» Provided entries
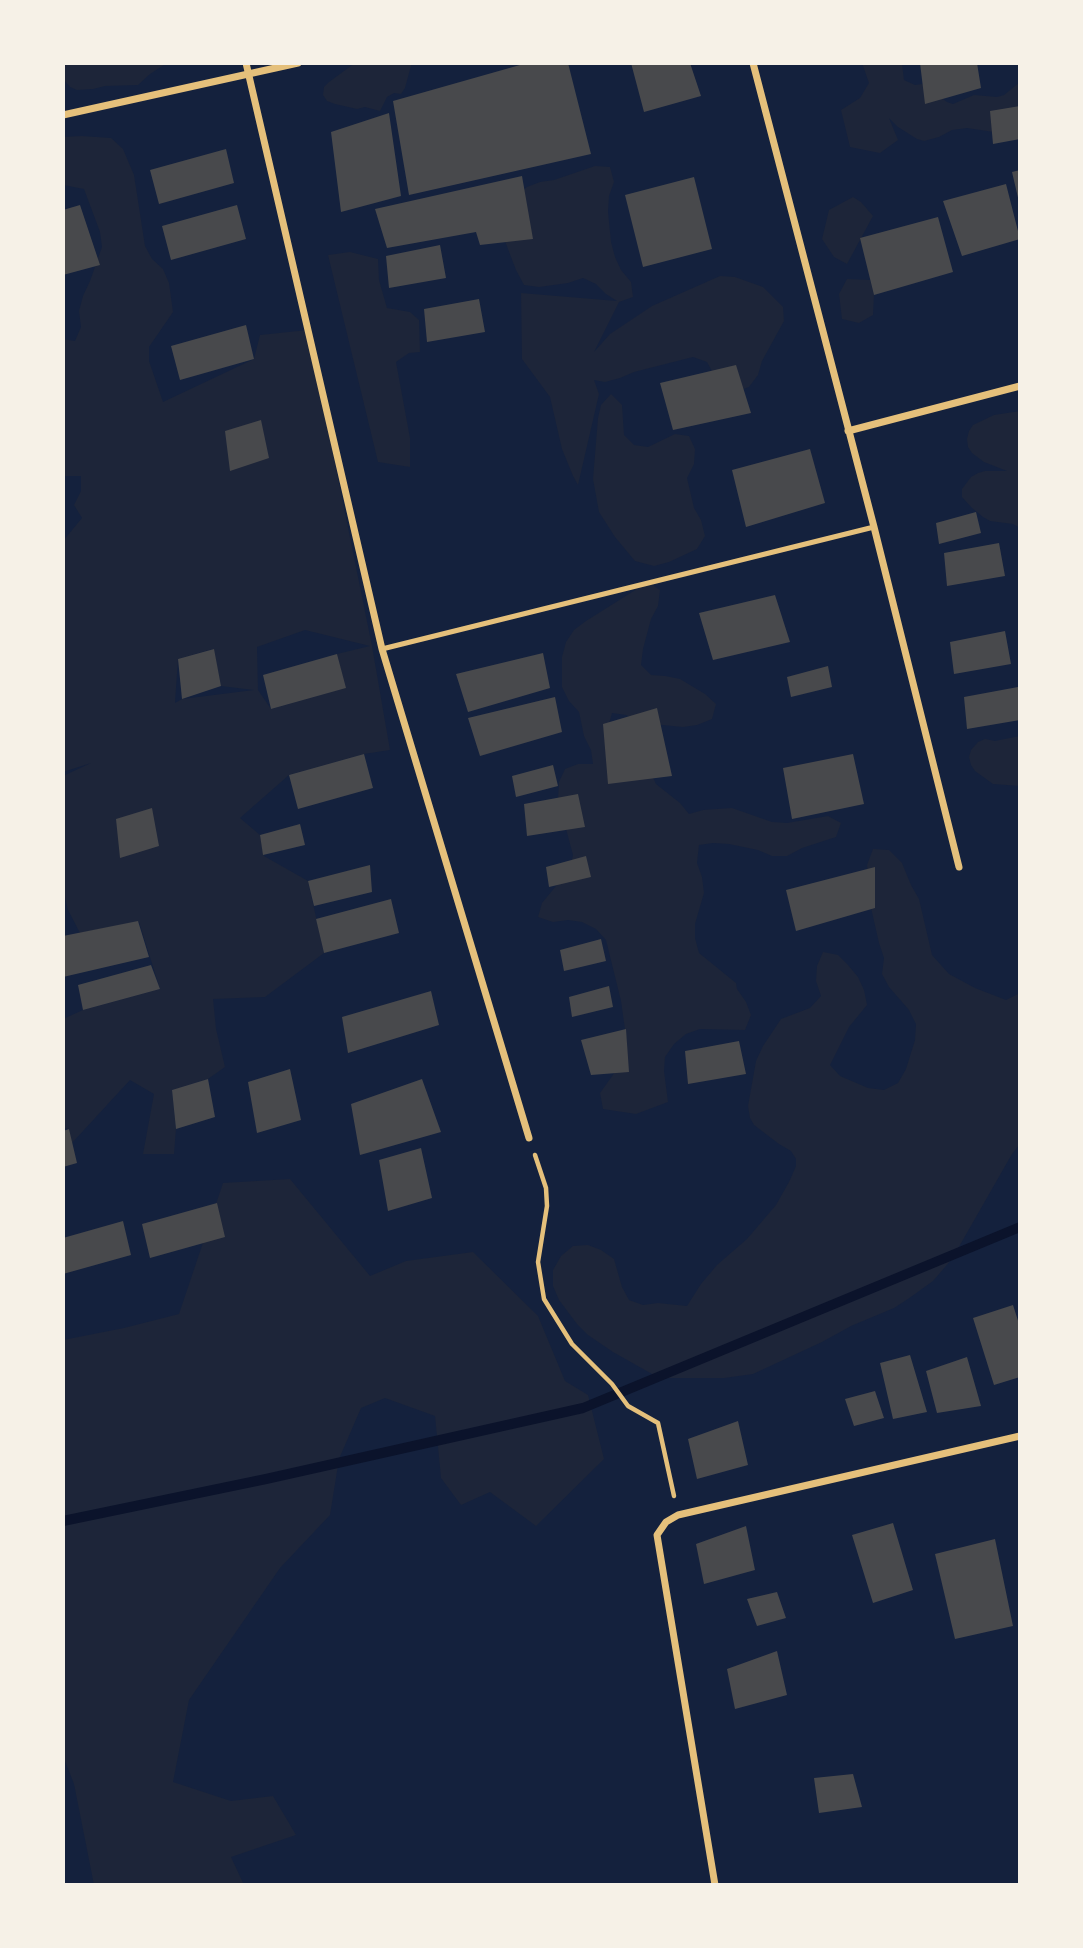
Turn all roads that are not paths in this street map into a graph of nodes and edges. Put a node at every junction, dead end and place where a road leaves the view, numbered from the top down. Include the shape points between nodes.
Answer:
1 (246, 63) edge
2 (298, 63) edge
3 (753, 63) edge
4 (249, 75) junction
5 (63, 115) edge
6 (1020, 386) edge
7 (848, 431) junction
8 (874, 527) junction
9 (382, 649) junction
10 (959, 867) dead end
11 (529, 1138) road end
12 (1020, 1436) edge
13 (715, 1885) edge

1 - 4 street
2 - 4 street
3 - 7 street
4 - 5 street
4 - 9 street
6 - 7 street
7 - 8 street
8 - 9 lane
8 - 10 street
9 - 11 street
12 - 13 street via 678,1515 657,1535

» Exercise details
Down to the final line, restate the material above word for word, but omit its pictures.

» Written response
Turn all roads that are not paths in this street map into a graph of nodes and edges. Put a node at every junction, dead end and place where a road leaves the view, numbered from the top down. Include the shape points between nodes.
Answer:
1 (246, 63) edge
2 (298, 63) edge
3 (753, 63) edge
4 (249, 75) junction
5 (63, 115) edge
6 (1020, 386) edge
7 (848, 431) junction
8 (874, 527) junction
9 (382, 649) junction
10 (959, 867) dead end
11 (529, 1138) road end
12 (1020, 1436) edge
13 (715, 1885) edge

1 - 4 street
2 - 4 street
3 - 7 street
4 - 5 street
4 - 9 street
6 - 7 street
7 - 8 street
8 - 9 lane
8 - 10 street
9 - 11 street
12 - 13 street via 678,1515 657,1535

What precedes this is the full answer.